Microsoft further confirmed that each of the bugs have active exploits detected in the wild.
The 16 critical Microsoft RCE vulnerabilities include (along with product family impacted):
| Vulnerability | Product Family Impacted |
| CVE-2019-0739 | Browser Development Tools |
| CVE-2019-0753 | Browser |
| CVE-2019-0786 | Windows |
| CVE-2019-0790 | Windows |
| CVE-2019-0791 | Windows |
| CVE-2019-0792 | Windows |
| CVE-2019-0793 | Windows |
| CVE-2019-0795 | Browser Development Tools |
| CVE-2019-0806 | Browser Development Tools |
| CVE-2019-0810 | Browser Development Tools |
| CVE-2019-0812 | Browser Development Tools |
| CVE-2019-0829 | Browser Development Tools |
| CVE-2019-0845 | Windows |
| CVE-2019-0853 | Windows |
| CVE-2019-0860 | Browser Development Tools |
| CVE-2019-0861 | Browser Development Tools |
Another critical security patch advisory addresses two Adobe Flash vulnerabilities (CVE-2019-7096 and CVE-2019-7108) that were released by Adobe as part of APSB19-19.

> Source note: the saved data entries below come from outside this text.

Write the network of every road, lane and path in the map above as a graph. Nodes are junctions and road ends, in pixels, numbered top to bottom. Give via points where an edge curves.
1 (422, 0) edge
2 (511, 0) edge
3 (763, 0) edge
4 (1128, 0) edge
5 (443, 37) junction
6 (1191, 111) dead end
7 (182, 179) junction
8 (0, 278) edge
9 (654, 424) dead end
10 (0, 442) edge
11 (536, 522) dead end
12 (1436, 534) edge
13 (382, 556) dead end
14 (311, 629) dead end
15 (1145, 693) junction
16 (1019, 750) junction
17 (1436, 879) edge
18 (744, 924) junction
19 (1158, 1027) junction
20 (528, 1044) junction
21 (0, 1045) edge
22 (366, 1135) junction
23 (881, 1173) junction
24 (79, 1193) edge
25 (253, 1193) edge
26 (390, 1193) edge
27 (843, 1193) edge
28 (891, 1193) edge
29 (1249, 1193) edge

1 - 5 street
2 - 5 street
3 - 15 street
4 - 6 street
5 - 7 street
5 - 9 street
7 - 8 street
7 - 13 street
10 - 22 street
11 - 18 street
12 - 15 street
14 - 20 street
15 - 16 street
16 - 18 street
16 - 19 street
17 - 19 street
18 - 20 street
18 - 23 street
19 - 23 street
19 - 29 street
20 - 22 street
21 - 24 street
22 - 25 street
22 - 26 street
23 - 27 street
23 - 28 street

A dozen of the patches rated Important address Elevation of Privilege vulnerabilities in multiple products.
A Proof-of-Concept (PoC) was also made available on public GitHub for one of the elevation of privilege bugs CVE-2019-0841.
See the Security Update Guide and April summary release notes for more details on all patches.